# [Stored data]
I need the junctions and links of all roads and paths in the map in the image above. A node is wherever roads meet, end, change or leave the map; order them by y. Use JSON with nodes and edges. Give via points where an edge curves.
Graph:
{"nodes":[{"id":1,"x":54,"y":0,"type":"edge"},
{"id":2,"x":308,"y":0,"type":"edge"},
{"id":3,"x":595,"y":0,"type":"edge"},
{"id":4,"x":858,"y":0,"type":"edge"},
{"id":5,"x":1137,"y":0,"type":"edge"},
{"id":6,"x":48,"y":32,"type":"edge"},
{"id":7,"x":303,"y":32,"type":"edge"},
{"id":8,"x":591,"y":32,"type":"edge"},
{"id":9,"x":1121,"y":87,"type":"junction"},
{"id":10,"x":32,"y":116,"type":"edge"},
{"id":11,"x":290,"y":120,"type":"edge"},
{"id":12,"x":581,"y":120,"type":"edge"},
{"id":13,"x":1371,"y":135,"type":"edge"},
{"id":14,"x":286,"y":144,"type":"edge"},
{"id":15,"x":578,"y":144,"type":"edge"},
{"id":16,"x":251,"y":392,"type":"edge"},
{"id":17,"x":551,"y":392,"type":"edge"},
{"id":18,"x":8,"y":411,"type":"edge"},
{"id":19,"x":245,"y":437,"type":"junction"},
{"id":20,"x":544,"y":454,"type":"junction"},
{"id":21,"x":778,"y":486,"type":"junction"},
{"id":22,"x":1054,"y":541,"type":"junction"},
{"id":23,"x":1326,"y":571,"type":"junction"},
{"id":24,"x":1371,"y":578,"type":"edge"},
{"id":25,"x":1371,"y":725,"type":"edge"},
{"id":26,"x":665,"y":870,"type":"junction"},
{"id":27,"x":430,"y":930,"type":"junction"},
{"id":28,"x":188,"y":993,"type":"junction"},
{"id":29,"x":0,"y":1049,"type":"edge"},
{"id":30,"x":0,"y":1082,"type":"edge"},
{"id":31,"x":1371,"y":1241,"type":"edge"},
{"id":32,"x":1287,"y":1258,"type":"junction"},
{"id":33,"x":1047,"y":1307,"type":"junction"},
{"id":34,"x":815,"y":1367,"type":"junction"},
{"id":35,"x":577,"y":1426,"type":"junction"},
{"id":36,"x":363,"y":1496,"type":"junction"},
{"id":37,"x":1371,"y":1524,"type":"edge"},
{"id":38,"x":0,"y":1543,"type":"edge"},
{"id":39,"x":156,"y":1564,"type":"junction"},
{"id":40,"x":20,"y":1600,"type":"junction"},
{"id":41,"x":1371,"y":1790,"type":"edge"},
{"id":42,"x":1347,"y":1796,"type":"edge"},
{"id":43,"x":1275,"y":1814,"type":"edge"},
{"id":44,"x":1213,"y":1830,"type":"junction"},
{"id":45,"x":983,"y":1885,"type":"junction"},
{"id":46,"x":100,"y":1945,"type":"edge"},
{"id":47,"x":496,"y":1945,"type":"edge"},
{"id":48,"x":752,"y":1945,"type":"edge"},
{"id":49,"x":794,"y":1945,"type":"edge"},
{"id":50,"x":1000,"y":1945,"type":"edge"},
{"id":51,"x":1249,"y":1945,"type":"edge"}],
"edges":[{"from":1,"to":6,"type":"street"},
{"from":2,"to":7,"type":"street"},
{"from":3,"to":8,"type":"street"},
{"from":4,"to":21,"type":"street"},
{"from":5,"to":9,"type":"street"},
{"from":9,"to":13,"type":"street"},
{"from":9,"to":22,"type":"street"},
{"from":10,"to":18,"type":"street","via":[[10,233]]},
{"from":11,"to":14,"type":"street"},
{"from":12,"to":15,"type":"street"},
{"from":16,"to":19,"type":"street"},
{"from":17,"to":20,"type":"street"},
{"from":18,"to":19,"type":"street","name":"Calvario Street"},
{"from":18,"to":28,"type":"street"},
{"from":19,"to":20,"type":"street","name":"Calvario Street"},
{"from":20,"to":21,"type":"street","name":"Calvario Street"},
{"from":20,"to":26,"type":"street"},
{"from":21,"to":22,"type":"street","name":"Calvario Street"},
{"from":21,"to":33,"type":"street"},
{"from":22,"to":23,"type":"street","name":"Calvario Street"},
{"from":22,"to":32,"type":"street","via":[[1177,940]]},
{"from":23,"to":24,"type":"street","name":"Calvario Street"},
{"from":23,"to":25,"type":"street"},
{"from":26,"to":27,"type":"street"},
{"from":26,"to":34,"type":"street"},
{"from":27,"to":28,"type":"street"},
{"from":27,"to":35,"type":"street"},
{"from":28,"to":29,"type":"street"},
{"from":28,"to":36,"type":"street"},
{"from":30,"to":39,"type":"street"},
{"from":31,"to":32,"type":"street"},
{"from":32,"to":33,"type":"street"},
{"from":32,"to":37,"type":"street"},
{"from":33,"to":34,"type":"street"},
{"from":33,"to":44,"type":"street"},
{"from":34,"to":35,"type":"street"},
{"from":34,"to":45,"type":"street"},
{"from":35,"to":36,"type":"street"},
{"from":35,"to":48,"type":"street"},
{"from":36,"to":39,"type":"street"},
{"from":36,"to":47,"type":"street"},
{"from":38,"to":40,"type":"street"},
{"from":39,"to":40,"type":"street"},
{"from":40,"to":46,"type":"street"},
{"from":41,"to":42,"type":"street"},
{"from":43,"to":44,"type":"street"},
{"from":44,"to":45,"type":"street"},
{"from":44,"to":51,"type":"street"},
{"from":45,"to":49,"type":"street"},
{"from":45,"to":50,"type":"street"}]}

# [Exercise]
Exactly as they stand, write out all of the entries.

# [Exercise answer]
I need the junctions and links of all roads and paths in the map in the image above. A node is wherever roads meet, end, change or leave the map; order them by y. Use JSON with nodes and edges. Give via points where an edge curves.
Graph:
{"nodes":[{"id":1,"x":54,"y":0,"type":"edge"},
{"id":2,"x":308,"y":0,"type":"edge"},
{"id":3,"x":595,"y":0,"type":"edge"},
{"id":4,"x":858,"y":0,"type":"edge"},
{"id":5,"x":1137,"y":0,"type":"edge"},
{"id":6,"x":48,"y":32,"type":"edge"},
{"id":7,"x":303,"y":32,"type":"edge"},
{"id":8,"x":591,"y":32,"type":"edge"},
{"id":9,"x":1121,"y":87,"type":"junction"},
{"id":10,"x":32,"y":116,"type":"edge"},
{"id":11,"x":290,"y":120,"type":"edge"},
{"id":12,"x":581,"y":120,"type":"edge"},
{"id":13,"x":1371,"y":135,"type":"edge"},
{"id":14,"x":286,"y":144,"type":"edge"},
{"id":15,"x":578,"y":144,"type":"edge"},
{"id":16,"x":251,"y":392,"type":"edge"},
{"id":17,"x":551,"y":392,"type":"edge"},
{"id":18,"x":8,"y":411,"type":"edge"},
{"id":19,"x":245,"y":437,"type":"junction"},
{"id":20,"x":544,"y":454,"type":"junction"},
{"id":21,"x":778,"y":486,"type":"junction"},
{"id":22,"x":1054,"y":541,"type":"junction"},
{"id":23,"x":1326,"y":571,"type":"junction"},
{"id":24,"x":1371,"y":578,"type":"edge"},
{"id":25,"x":1371,"y":725,"type":"edge"},
{"id":26,"x":665,"y":870,"type":"junction"},
{"id":27,"x":430,"y":930,"type":"junction"},
{"id":28,"x":188,"y":993,"type":"junction"},
{"id":29,"x":0,"y":1049,"type":"edge"},
{"id":30,"x":0,"y":1082,"type":"edge"},
{"id":31,"x":1371,"y":1241,"type":"edge"},
{"id":32,"x":1287,"y":1258,"type":"junction"},
{"id":33,"x":1047,"y":1307,"type":"junction"},
{"id":34,"x":815,"y":1367,"type":"junction"},
{"id":35,"x":577,"y":1426,"type":"junction"},
{"id":36,"x":363,"y":1496,"type":"junction"},
{"id":37,"x":1371,"y":1524,"type":"edge"},
{"id":38,"x":0,"y":1543,"type":"edge"},
{"id":39,"x":156,"y":1564,"type":"junction"},
{"id":40,"x":20,"y":1600,"type":"junction"},
{"id":41,"x":1371,"y":1790,"type":"edge"},
{"id":42,"x":1347,"y":1796,"type":"edge"},
{"id":43,"x":1275,"y":1814,"type":"edge"},
{"id":44,"x":1213,"y":1830,"type":"junction"},
{"id":45,"x":983,"y":1885,"type":"junction"},
{"id":46,"x":100,"y":1945,"type":"edge"},
{"id":47,"x":496,"y":1945,"type":"edge"},
{"id":48,"x":752,"y":1945,"type":"edge"},
{"id":49,"x":794,"y":1945,"type":"edge"},
{"id":50,"x":1000,"y":1945,"type":"edge"},
{"id":51,"x":1249,"y":1945,"type":"edge"}],
"edges":[{"from":1,"to":6,"type":"street"},
{"from":2,"to":7,"type":"street"},
{"from":3,"to":8,"type":"street"},
{"from":4,"to":21,"type":"street"},
{"from":5,"to":9,"type":"street"},
{"from":9,"to":13,"type":"street"},
{"from":9,"to":22,"type":"street"},
{"from":10,"to":18,"type":"street","via":[[10,233]]},
{"from":11,"to":14,"type":"street"},
{"from":12,"to":15,"type":"street"},
{"from":16,"to":19,"type":"street"},
{"from":17,"to":20,"type":"street"},
{"from":18,"to":19,"type":"street","name":"Calvario Street"},
{"from":18,"to":28,"type":"street"},
{"from":19,"to":20,"type":"street","name":"Calvario Street"},
{"from":20,"to":21,"type":"street","name":"Calvario Street"},
{"from":20,"to":26,"type":"street"},
{"from":21,"to":22,"type":"street","name":"Calvario Street"},
{"from":21,"to":33,"type":"street"},
{"from":22,"to":23,"type":"street","name":"Calvario Street"},
{"from":22,"to":32,"type":"street","via":[[1177,940]]},
{"from":23,"to":24,"type":"street","name":"Calvario Street"},
{"from":23,"to":25,"type":"street"},
{"from":26,"to":27,"type":"street"},
{"from":26,"to":34,"type":"street"},
{"from":27,"to":28,"type":"street"},
{"from":27,"to":35,"type":"street"},
{"from":28,"to":29,"type":"street"},
{"from":28,"to":36,"type":"street"},
{"from":30,"to":39,"type":"street"},
{"from":31,"to":32,"type":"street"},
{"from":32,"to":33,"type":"street"},
{"from":32,"to":37,"type":"street"},
{"from":33,"to":34,"type":"street"},
{"from":33,"to":44,"type":"street"},
{"from":34,"to":35,"type":"street"},
{"from":34,"to":45,"type":"street"},
{"from":35,"to":36,"type":"street"},
{"from":35,"to":48,"type":"street"},
{"from":36,"to":39,"type":"street"},
{"from":36,"to":47,"type":"street"},
{"from":38,"to":40,"type":"street"},
{"from":39,"to":40,"type":"street"},
{"from":40,"to":46,"type":"street"},
{"from":41,"to":42,"type":"street"},
{"from":43,"to":44,"type":"street"},
{"from":44,"to":45,"type":"street"},
{"from":44,"to":51,"type":"street"},
{"from":45,"to":49,"type":"street"},
{"from":45,"to":50,"type":"street"}]}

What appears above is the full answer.